» Goal of the exercise
Find the string "screenshot" in the records. Copy each line that has it.

• • •

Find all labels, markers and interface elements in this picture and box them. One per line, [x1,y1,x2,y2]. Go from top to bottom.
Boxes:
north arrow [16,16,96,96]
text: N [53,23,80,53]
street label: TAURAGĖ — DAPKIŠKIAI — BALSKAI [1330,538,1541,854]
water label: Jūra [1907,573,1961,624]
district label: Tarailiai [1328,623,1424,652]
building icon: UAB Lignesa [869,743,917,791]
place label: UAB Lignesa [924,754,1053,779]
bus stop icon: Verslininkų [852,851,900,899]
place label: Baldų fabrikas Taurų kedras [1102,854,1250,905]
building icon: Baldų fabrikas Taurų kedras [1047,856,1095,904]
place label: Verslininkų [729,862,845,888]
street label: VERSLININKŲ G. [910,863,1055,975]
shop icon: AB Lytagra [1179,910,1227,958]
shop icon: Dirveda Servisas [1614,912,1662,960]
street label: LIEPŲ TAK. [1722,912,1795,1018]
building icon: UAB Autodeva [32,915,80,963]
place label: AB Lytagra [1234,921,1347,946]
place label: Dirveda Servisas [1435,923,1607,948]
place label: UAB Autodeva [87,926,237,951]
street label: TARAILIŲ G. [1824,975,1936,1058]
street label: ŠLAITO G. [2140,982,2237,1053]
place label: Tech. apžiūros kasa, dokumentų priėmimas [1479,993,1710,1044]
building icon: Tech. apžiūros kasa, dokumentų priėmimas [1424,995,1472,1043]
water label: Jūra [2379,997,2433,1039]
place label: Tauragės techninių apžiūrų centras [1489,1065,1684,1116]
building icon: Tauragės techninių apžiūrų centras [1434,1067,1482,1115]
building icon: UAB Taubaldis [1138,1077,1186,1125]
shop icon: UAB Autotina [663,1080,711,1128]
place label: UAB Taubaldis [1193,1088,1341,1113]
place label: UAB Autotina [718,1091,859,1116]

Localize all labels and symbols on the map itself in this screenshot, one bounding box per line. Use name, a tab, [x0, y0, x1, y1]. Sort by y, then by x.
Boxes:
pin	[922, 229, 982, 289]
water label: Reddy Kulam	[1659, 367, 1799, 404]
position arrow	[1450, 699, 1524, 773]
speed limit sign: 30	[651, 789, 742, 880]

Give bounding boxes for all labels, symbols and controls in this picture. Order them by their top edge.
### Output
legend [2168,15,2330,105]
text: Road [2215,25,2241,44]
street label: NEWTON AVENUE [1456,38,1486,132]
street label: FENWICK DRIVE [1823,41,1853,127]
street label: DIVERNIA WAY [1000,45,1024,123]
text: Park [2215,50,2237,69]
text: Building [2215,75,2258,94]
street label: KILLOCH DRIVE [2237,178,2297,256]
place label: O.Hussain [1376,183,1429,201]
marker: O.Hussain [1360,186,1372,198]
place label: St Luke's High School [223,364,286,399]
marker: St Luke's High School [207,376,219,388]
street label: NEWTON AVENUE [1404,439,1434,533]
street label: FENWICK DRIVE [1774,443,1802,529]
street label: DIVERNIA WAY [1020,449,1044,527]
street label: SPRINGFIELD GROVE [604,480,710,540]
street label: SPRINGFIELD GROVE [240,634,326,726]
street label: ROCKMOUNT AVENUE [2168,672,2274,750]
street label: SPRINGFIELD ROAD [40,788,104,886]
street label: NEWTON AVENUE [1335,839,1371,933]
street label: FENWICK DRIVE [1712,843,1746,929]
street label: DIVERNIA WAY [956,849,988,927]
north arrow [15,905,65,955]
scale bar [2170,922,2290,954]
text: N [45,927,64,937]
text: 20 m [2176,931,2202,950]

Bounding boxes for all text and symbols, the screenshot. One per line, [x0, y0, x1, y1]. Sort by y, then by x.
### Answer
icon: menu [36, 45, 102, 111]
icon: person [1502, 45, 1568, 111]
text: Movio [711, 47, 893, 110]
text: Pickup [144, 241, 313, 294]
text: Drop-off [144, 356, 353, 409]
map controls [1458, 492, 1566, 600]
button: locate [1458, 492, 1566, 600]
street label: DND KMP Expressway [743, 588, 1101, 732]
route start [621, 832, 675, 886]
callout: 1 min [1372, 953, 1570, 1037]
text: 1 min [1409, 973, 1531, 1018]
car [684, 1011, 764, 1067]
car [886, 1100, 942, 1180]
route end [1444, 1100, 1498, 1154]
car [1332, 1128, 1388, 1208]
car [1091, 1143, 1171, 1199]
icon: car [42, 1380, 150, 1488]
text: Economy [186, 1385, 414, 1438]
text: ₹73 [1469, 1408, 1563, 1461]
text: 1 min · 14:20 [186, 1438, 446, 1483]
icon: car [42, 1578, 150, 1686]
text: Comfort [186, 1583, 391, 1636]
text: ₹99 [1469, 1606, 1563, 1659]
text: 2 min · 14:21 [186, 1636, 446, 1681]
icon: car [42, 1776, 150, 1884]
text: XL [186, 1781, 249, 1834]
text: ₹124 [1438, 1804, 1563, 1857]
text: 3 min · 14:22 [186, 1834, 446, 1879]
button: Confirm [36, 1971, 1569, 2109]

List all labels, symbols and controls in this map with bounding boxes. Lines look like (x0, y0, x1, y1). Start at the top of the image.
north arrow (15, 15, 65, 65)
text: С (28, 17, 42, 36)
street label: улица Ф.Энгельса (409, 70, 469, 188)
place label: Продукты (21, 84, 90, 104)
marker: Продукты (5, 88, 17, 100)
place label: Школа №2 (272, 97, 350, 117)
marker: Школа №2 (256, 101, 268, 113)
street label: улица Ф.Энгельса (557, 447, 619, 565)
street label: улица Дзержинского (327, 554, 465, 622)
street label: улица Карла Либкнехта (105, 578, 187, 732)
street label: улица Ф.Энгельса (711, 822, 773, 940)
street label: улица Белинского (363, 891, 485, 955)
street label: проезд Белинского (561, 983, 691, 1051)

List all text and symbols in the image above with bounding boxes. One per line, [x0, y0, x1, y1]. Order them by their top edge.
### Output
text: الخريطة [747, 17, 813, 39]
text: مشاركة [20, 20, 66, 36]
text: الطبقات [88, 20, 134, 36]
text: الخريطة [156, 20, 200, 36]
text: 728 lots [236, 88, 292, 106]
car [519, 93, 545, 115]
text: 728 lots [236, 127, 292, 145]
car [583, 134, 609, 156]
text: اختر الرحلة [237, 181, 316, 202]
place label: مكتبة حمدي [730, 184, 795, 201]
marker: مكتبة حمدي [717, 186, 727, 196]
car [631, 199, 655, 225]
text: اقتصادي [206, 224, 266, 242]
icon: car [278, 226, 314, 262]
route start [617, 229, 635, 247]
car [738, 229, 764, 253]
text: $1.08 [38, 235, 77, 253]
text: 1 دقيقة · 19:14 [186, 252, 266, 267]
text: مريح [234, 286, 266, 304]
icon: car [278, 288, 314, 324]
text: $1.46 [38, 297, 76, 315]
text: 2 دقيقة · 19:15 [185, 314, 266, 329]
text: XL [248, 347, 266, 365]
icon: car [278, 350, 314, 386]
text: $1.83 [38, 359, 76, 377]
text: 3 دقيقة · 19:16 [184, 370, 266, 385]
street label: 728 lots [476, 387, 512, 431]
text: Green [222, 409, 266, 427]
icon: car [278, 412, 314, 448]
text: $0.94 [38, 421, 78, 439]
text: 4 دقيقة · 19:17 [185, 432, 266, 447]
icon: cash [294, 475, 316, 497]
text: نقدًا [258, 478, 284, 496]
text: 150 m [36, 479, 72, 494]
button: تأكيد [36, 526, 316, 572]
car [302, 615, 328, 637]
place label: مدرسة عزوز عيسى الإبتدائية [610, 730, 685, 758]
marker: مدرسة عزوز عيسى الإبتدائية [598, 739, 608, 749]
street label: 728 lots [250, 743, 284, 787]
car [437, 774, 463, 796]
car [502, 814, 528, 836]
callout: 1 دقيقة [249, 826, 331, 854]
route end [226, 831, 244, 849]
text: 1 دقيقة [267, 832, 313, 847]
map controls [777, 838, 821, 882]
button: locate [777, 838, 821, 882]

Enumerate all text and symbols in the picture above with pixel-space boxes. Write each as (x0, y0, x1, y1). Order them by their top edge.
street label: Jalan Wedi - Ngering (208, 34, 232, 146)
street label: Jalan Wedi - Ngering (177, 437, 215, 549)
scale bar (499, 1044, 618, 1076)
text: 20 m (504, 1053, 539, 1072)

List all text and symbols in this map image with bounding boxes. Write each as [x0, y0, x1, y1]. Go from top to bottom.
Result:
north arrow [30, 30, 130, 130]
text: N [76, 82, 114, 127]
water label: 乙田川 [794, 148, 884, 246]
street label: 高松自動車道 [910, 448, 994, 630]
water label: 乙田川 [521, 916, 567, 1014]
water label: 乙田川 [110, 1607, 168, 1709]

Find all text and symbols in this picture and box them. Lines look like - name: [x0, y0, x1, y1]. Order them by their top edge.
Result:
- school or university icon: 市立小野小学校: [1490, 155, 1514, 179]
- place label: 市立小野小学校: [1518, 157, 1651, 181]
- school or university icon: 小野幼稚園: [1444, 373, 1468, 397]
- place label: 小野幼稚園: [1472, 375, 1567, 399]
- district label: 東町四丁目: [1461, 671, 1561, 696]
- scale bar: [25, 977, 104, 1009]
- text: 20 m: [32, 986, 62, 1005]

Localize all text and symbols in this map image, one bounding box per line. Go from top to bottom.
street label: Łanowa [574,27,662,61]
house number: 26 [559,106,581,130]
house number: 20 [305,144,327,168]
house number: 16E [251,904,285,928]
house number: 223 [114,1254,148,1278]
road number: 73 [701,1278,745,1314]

• • •

» Solution to the problem
Localize all labels and symbols on the map itself in this screenshot, one bounding box per line. Use name, a tab, [x0, y0, x1, y1]. Sort by y, then by x.
Bounding boxes for all text and symbols, the screenshot. One per line, [x0, y0, x1, y1]. Sort by y, then by x.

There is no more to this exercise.